■ **What to work on**
A verbatim copy of every record is needed.

= Beginning of Section =

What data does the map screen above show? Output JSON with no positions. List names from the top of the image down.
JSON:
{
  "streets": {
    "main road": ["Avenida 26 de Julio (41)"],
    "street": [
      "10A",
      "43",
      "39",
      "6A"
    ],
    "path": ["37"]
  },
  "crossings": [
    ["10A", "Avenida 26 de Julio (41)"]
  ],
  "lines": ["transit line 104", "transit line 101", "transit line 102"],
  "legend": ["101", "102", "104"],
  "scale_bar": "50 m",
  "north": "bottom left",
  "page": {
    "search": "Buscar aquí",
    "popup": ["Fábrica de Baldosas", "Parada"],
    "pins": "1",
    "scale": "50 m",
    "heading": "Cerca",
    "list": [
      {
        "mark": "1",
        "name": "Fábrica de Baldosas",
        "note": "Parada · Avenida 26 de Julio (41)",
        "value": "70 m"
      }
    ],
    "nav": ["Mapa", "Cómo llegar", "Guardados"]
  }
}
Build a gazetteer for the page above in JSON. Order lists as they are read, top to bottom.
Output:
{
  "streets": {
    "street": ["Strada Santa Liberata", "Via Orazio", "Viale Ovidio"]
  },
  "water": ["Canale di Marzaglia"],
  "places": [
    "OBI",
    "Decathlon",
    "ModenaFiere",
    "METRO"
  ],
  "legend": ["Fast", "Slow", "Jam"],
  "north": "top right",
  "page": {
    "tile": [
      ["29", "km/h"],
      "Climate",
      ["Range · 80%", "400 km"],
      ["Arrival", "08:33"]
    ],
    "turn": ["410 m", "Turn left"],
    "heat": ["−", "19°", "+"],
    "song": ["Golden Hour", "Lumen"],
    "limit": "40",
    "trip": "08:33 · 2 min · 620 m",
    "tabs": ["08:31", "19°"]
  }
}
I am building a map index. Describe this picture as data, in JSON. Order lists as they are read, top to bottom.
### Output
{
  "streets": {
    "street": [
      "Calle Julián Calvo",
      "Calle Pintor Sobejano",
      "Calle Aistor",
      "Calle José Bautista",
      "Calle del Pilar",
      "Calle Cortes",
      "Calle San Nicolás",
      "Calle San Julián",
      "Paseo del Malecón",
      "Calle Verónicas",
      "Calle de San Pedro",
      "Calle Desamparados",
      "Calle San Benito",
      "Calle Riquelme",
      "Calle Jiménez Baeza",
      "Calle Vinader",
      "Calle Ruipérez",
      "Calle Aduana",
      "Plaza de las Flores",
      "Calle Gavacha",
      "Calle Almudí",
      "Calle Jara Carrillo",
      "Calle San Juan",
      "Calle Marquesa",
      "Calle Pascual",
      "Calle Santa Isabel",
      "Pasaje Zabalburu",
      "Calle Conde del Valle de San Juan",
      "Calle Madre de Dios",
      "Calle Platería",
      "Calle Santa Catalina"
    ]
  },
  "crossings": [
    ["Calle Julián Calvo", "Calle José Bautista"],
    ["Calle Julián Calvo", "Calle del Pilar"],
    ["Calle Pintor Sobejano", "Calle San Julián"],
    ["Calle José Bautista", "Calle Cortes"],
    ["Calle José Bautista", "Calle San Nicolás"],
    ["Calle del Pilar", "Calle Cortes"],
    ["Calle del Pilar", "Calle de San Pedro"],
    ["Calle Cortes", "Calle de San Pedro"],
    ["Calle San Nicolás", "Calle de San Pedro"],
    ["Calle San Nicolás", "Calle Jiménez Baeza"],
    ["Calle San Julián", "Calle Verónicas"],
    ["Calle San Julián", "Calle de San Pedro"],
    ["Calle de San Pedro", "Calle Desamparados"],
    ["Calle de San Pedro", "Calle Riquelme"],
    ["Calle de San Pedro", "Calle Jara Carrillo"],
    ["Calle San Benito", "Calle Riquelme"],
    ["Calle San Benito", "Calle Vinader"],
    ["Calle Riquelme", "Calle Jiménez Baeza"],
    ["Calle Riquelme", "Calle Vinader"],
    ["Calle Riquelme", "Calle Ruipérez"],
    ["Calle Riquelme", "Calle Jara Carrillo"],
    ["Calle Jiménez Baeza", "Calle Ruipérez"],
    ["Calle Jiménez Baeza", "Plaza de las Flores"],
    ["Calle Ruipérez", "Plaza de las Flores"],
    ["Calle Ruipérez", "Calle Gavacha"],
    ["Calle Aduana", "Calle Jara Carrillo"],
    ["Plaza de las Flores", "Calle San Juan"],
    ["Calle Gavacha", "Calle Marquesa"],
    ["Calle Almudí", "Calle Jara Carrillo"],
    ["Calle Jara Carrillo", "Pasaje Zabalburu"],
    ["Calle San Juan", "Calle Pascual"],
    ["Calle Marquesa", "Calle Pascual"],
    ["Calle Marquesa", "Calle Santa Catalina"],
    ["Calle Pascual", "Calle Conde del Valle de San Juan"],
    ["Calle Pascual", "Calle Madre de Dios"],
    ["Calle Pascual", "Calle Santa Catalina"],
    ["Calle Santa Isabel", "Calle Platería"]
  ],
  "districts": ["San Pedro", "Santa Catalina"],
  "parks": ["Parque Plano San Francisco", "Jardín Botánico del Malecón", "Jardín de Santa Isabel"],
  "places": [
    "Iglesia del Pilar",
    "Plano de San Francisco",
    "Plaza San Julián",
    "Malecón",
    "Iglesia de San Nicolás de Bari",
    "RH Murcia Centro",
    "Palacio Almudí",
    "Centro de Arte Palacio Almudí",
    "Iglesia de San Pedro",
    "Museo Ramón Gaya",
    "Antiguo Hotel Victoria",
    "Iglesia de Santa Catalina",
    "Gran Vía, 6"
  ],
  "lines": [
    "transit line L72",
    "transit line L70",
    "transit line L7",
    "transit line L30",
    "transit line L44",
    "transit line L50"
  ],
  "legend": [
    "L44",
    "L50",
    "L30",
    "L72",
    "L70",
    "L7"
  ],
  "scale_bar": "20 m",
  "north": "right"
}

= End of Section =

■ **Exercise solution**
What data does the map screen above show? Output JSON with no positions. List names from the top of the image down.
JSON:
{
  "streets": {
    "main road": ["Avenida 26 de Julio (41)"],
    "street": [
      "10A",
      "43",
      "39",
      "6A"
    ],
    "path": ["37"]
  },
  "crossings": [
    ["10A", "Avenida 26 de Julio (41)"]
  ],
  "lines": ["transit line 104", "transit line 101", "transit line 102"],
  "legend": ["101", "102", "104"],
  "scale_bar": "50 m",
  "north": "bottom left",
  "page": {
    "search": "Buscar aquí",
    "popup": ["Fábrica de Baldosas", "Parada"],
    "pins": "1",
    "scale": "50 m",
    "heading": "Cerca",
    "list": [
      {
        "mark": "1",
        "name": "Fábrica de Baldosas",
        "note": "Parada · Avenida 26 de Julio (41)",
        "value": "70 m"
      }
    ],
    "nav": ["Mapa", "Cómo llegar", "Guardados"]
  }
}
Build a gazetteer for the page above in JSON. Order lists as they are read, top to bottom.
Output:
{
  "streets": {
    "street": ["Strada Santa Liberata", "Via Orazio", "Viale Ovidio"]
  },
  "water": ["Canale di Marzaglia"],
  "places": [
    "OBI",
    "Decathlon",
    "ModenaFiere",
    "METRO"
  ],
  "legend": ["Fast", "Slow", "Jam"],
  "north": "top right",
  "page": {
    "tile": [
      ["29", "km/h"],
      "Climate",
      ["Range · 80%", "400 km"],
      ["Arrival", "08:33"]
    ],
    "turn": ["410 m", "Turn left"],
    "heat": ["−", "19°", "+"],
    "song": ["Golden Hour", "Lumen"],
    "limit": "40",
    "trip": "08:33 · 2 min · 620 m",
    "tabs": ["08:31", "19°"]
  }
}
I am building a map index. Describe this picture as data, in JSON. Order lists as they are read, top to bottom.
### Output
{
  "streets": {
    "street": [
      "Calle Julián Calvo",
      "Calle Pintor Sobejano",
      "Calle Aistor",
      "Calle José Bautista",
      "Calle del Pilar",
      "Calle Cortes",
      "Calle San Nicolás",
      "Calle San Julián",
      "Paseo del Malecón",
      "Calle Verónicas",
      "Calle de San Pedro",
      "Calle Desamparados",
      "Calle San Benito",
      "Calle Riquelme",
      "Calle Jiménez Baeza",
      "Calle Vinader",
      "Calle Ruipérez",
      "Calle Aduana",
      "Plaza de las Flores",
      "Calle Gavacha",
      "Calle Almudí",
      "Calle Jara Carrillo",
      "Calle San Juan",
      "Calle Marquesa",
      "Calle Pascual",
      "Calle Santa Isabel",
      "Pasaje Zabalburu",
      "Calle Conde del Valle de San Juan",
      "Calle Madre de Dios",
      "Calle Platería",
      "Calle Santa Catalina"
    ]
  },
  "crossings": [
    ["Calle Julián Calvo", "Calle José Bautista"],
    ["Calle Julián Calvo", "Calle del Pilar"],
    ["Calle Pintor Sobejano", "Calle San Julián"],
    ["Calle José Bautista", "Calle Cortes"],
    ["Calle José Bautista", "Calle San Nicolás"],
    ["Calle del Pilar", "Calle Cortes"],
    ["Calle del Pilar", "Calle de San Pedro"],
    ["Calle Cortes", "Calle de San Pedro"],
    ["Calle San Nicolás", "Calle de San Pedro"],
    ["Calle San Nicolás", "Calle Jiménez Baeza"],
    ["Calle San Julián", "Calle Verónicas"],
    ["Calle San Julián", "Calle de San Pedro"],
    ["Calle de San Pedro", "Calle Desamparados"],
    ["Calle de San Pedro", "Calle Riquelme"],
    ["Calle de San Pedro", "Calle Jara Carrillo"],
    ["Calle San Benito", "Calle Riquelme"],
    ["Calle San Benito", "Calle Vinader"],
    ["Calle Riquelme", "Calle Jiménez Baeza"],
    ["Calle Riquelme", "Calle Vinader"],
    ["Calle Riquelme", "Calle Ruipérez"],
    ["Calle Riquelme", "Calle Jara Carrillo"],
    ["Calle Jiménez Baeza", "Calle Ruipérez"],
    ["Calle Jiménez Baeza", "Plaza de las Flores"],
    ["Calle Ruipérez", "Plaza de las Flores"],
    ["Calle Ruipérez", "Calle Gavacha"],
    ["Calle Aduana", "Calle Jara Carrillo"],
    ["Plaza de las Flores", "Calle San Juan"],
    ["Calle Gavacha", "Calle Marquesa"],
    ["Calle Almudí", "Calle Jara Carrillo"],
    ["Calle Jara Carrillo", "Pasaje Zabalburu"],
    ["Calle San Juan", "Calle Pascual"],
    ["Calle Marquesa", "Calle Pascual"],
    ["Calle Marquesa", "Calle Santa Catalina"],
    ["Calle Pascual", "Calle Conde del Valle de San Juan"],
    ["Calle Pascual", "Calle Madre de Dios"],
    ["Calle Pascual", "Calle Santa Catalina"],
    ["Calle Santa Isabel", "Calle Platería"]
  ],
  "districts": ["San Pedro", "Santa Catalina"],
  "parks": ["Parque Plano San Francisco", "Jardín Botánico del Malecón", "Jardín de Santa Isabel"],
  "places": [
    "Iglesia del Pilar",
    "Plano de San Francisco",
    "Plaza San Julián",
    "Malecón",
    "Iglesia de San Nicolás de Bari",
    "RH Murcia Centro",
    "Palacio Almudí",
    "Centro de Arte Palacio Almudí",
    "Iglesia de San Pedro",
    "Museo Ramón Gaya",
    "Antiguo Hotel Victoria",
    "Iglesia de Santa Catalina",
    "Gran Vía, 6"
  ],
  "lines": [
    "transit line L72",
    "transit line L70",
    "transit line L7",
    "transit line L30",
    "transit line L44",
    "transit line L50"
  ],
  "legend": [
    "L44",
    "L50",
    "L30",
    "L72",
    "L70",
    "L7"
  ],
  "scale_bar": "20 m",
  "north": "right"
}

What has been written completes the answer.